What is White Brand? Definition of White Brand, White Brand Meaning and Concept

The brand white is a line of generic products the retailer sells under its name. That is, these merchandise are usually marketed under the logo of a commercial establishment.


In other words, when we talk about a white line we refer to those items that the distributor, such as a supermarket, offers with its own distinctive.


These products are characterized because the packaging and design is simple. In addition, the price and quality of the good is relatively lower compared to the rest of the market.


To understand it better, let's imagine the case of a private label detergent. This product does not belong to a cleaning supplies company, but is sold under the name of the supermarket, for example 'Metrópoli', and is sold exclusively in that establishment.

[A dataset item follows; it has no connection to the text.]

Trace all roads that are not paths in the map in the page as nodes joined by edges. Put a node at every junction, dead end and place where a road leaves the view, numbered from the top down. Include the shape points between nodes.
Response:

Origin of the white label concept


Private labels had their origins in World War II Germany. In this difficult stage, consumers stopped paying attention to popular brands, favoring the purchase of low-priced products without a well-known logo. Later, the trend spread to other countries such as the United States or France, especially in the seventies.

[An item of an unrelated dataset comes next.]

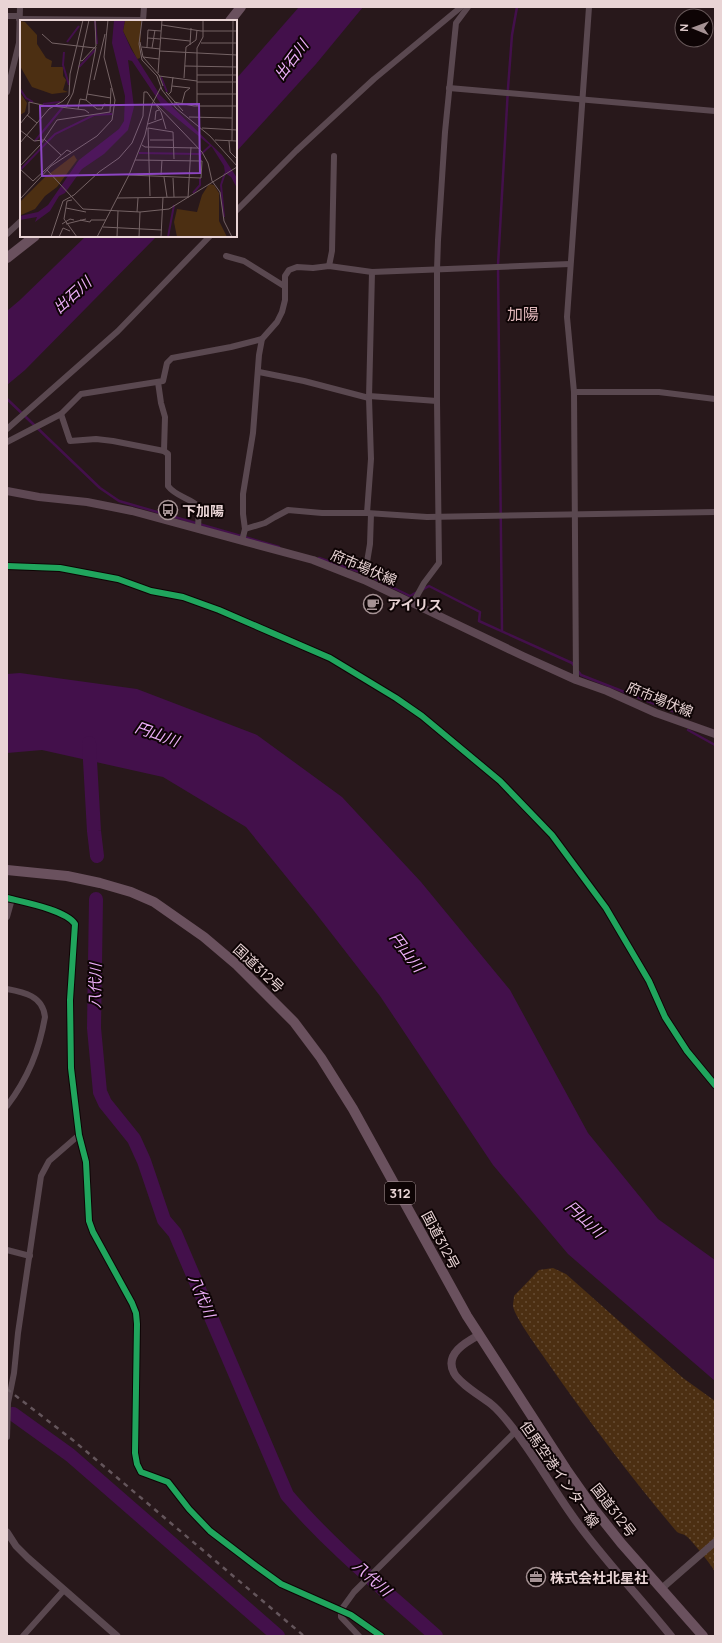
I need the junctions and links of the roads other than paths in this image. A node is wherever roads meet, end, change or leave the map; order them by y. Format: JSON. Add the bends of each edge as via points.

In the case of Spain, the Simago supermarket chain was the one that imported this trend around 1977. The origin of the name “white” brand comes from the use of white containers where the label indicated the category (detergent, milk, sugar, etc.) to which the product belonged.


Evolution of the white label concept


Initially, private label goods covered only the basic food and cleaning product categories, such as detergent. Their focus was on offering lower-quality items than well-known companies, but also at a much lower price.

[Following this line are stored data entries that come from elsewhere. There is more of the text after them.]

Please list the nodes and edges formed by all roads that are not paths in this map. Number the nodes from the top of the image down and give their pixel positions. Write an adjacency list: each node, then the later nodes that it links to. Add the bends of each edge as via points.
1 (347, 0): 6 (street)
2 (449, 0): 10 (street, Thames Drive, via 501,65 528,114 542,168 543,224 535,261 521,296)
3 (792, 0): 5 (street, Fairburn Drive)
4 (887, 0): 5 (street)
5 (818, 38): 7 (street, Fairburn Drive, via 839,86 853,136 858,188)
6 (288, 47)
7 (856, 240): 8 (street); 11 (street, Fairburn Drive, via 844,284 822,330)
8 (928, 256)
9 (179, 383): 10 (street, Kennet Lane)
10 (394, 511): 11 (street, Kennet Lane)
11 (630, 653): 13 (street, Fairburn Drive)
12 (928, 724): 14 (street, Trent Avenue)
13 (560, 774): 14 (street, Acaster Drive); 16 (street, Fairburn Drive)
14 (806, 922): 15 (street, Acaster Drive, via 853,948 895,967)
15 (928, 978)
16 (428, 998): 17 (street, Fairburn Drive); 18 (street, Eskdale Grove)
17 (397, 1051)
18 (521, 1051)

With the passage of time and increasing competitive pressure, private labels have evolved to become higher quality products, with more sophisticated packaging. In addition, the offer is expanded to include goods that are not in the basic basket.


In other words, private labels have on occasion become what we call our own brands or distributor brands that are not necessarily of lower quality and can exert relevant competition for companies in the sector.


Advantages and disadvantages of private labels


Private brands have several advantages and disadvantages, depending on the economic agent affected:

  • From the distributor's point of view : The distributor can receive higher profits than if he sold only well-known brands. In addition, you can build consumer loyalty and gain greater bargaining power with suppliers. However, the disadvantages come from the fact that running a white label involves assuming the costs and risks of management. This increases the workload of the dealer.
  • From the consumer's point of view : The consumer can benefit from a lower price and greater variety due to competition. However, the opposite effect can occur if distributors begin to exercise market power by excluding traditional brands.
  • From the point of view of the private label manufacturer : The distributor entrusts the production of his private label to a third party. This company, if it manufactures in large volumes, can take advantage of the generation of economies of scale, that is, the cost for each new unit produced is increasingly lower. However, the downside is that this producer ends up relying heavily on the retailer's demand.